=== TO DO ===
In the listing that follows, give every line again exactly and omit the pictures.

<<<<

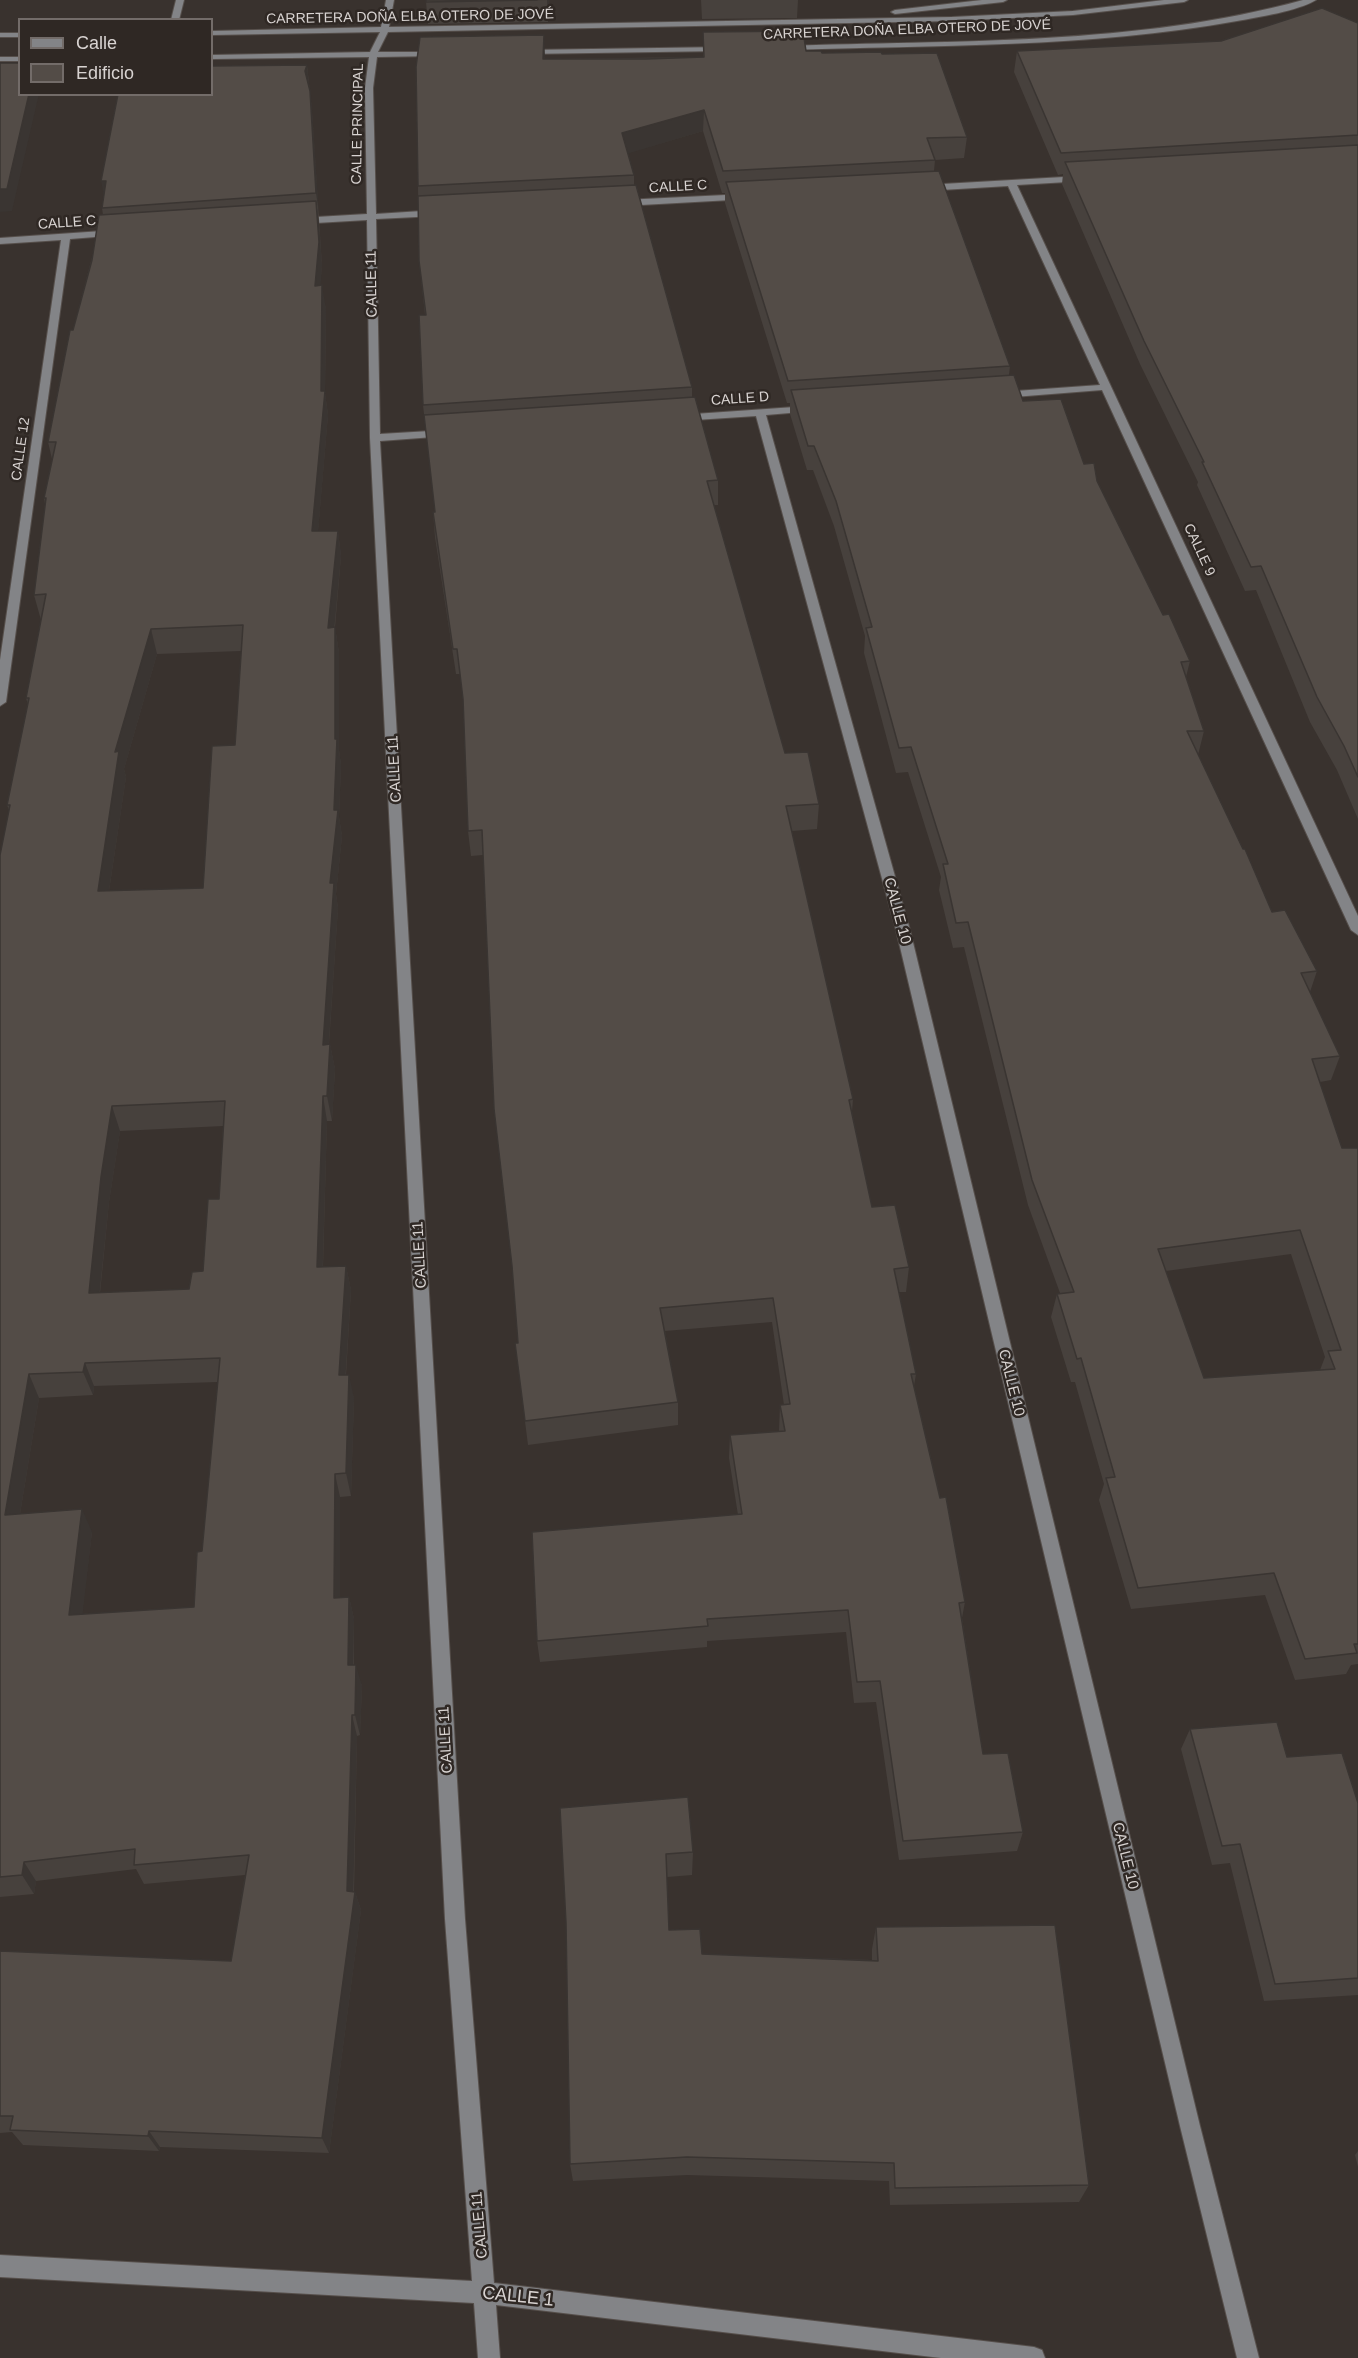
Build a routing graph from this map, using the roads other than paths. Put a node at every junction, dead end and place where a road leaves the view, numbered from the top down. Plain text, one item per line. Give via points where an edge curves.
1 (180, 0) edge
2 (390, 0) edge
3 (1003, 0) edge
4 (1184, 0) edge
5 (1312, 0) edge
6 (176, 18) edge
7 (835, 22) junction
8 (384, 32) junction
9 (213, 33) edge
10 (0, 35) edge
11 (18, 35) edge
12 (776, 48) edge
13 (729, 49) edge
14 (515, 53) edge
15 (444, 54) edge
16 (373, 55) junction
17 (213, 57) edge
18 (0, 59) edge
19 (18, 59) edge
20 (1095, 178) edge
21 (1011, 183) junction
22 (916, 188) edge
23 (762, 196) edge
24 (608, 204) edge
25 (442, 213) edge
26 (370, 216) junction
27 (289, 222) edge
28 (125, 233) edge
29 (66, 237) junction
30 (0, 241) edge
31 (1107, 387) junction
32 (987, 396) edge
33 (820, 408) edge
34 (760, 412) junction
35 (667, 419) edge
36 (457, 432) edge
37 (375, 438) junction
38 (0, 702) edge
39 (1358, 930) edge
40 (0, 2266) edge
41 (485, 2293) junction
42 (489, 2358) edge
43 (1034, 2358) edge
44 (1248, 2358) edge

1 - 6 street
2 - 8 street, CALLE PRINCIPAL
3 - 7 street
4 - 7 street, CARRETERA DOÑA ELBA OTERO DE JOVÉ via 1073,13
5 - 12 street, CARRETERA DOÑA ELBA OTERO DE JOVÉ via 1276,11 1202,24 1106,36
7 - 8 street, CARRETERA DOÑA ELBA OTERO DE JOVÉ
8 - 9 street, CARRETERA DOÑA ELBA OTERO DE JOVÉ
8 - 16 street, CALLE PRINCIPAL
10 - 11 street
13 - 14 street
15 - 16 street
16 - 17 street
16 - 26 street, CALLE PRINCIPAL via 369,87
18 - 19 street
20 - 21 street
21 - 22 street
21 - 31 street, CALLE 9
23 - 24 street, CALLE C
25 - 26 street
26 - 27 street
26 - 37 street, CALLE 11
28 - 29 street, CALLE C
29 - 30 street, CALLE C
29 - 38 street, CALLE 12
31 - 32 street
31 - 39 street, CALLE 9
33 - 34 street, CALLE D
34 - 35 street, CALLE D
34 - 44 street, CALLE 10 via 903,930
36 - 37 street
37 - 41 street, CALLE 11 via 455,1919
40 - 41 street, CALLE 1
41 - 42 street, CALLE 11
41 - 43 street, CALLE 1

>>>>

=== RESPONSE AREA ===
Build a routing graph from this map, using the roads other than paths. Put a node at every junction, dead end and place where a road leaves the view, numbered from the top down. Plain text, one item per line. Give via points where an edge curves.
1 (180, 0) edge
2 (390, 0) edge
3 (1003, 0) edge
4 (1184, 0) edge
5 (1312, 0) edge
6 (176, 18) edge
7 (835, 22) junction
8 (384, 32) junction
9 (213, 33) edge
10 (0, 35) edge
11 (18, 35) edge
12 (776, 48) edge
13 (729, 49) edge
14 (515, 53) edge
15 (444, 54) edge
16 (373, 55) junction
17 (213, 57) edge
18 (0, 59) edge
19 (18, 59) edge
20 (1095, 178) edge
21 (1011, 183) junction
22 (916, 188) edge
23 (762, 196) edge
24 (608, 204) edge
25 (442, 213) edge
26 (370, 216) junction
27 (289, 222) edge
28 (125, 233) edge
29 (66, 237) junction
30 (0, 241) edge
31 (1107, 387) junction
32 (987, 396) edge
33 (820, 408) edge
34 (760, 412) junction
35 (667, 419) edge
36 (457, 432) edge
37 (375, 438) junction
38 (0, 702) edge
39 (1358, 930) edge
40 (0, 2266) edge
41 (485, 2293) junction
42 (489, 2358) edge
43 (1034, 2358) edge
44 (1248, 2358) edge

1 - 6 street
2 - 8 street, CALLE PRINCIPAL
3 - 7 street
4 - 7 street, CARRETERA DOÑA ELBA OTERO DE JOVÉ via 1073,13
5 - 12 street, CARRETERA DOÑA ELBA OTERO DE JOVÉ via 1276,11 1202,24 1106,36
7 - 8 street, CARRETERA DOÑA ELBA OTERO DE JOVÉ
8 - 9 street, CARRETERA DOÑA ELBA OTERO DE JOVÉ
8 - 16 street, CALLE PRINCIPAL
10 - 11 street
13 - 14 street
15 - 16 street
16 - 17 street
16 - 26 street, CALLE PRINCIPAL via 369,87
18 - 19 street
20 - 21 street
21 - 22 street
21 - 31 street, CALLE 9
23 - 24 street, CALLE C
25 - 26 street
26 - 27 street
26 - 37 street, CALLE 11
28 - 29 street, CALLE C
29 - 30 street, CALLE C
29 - 38 street, CALLE 12
31 - 32 street
31 - 39 street, CALLE 9
33 - 34 street, CALLE D
34 - 35 street, CALLE D
34 - 44 street, CALLE 10 via 903,930
36 - 37 street
37 - 41 street, CALLE 11 via 455,1919
40 - 41 street, CALLE 1
41 - 42 street, CALLE 11
41 - 43 street, CALLE 1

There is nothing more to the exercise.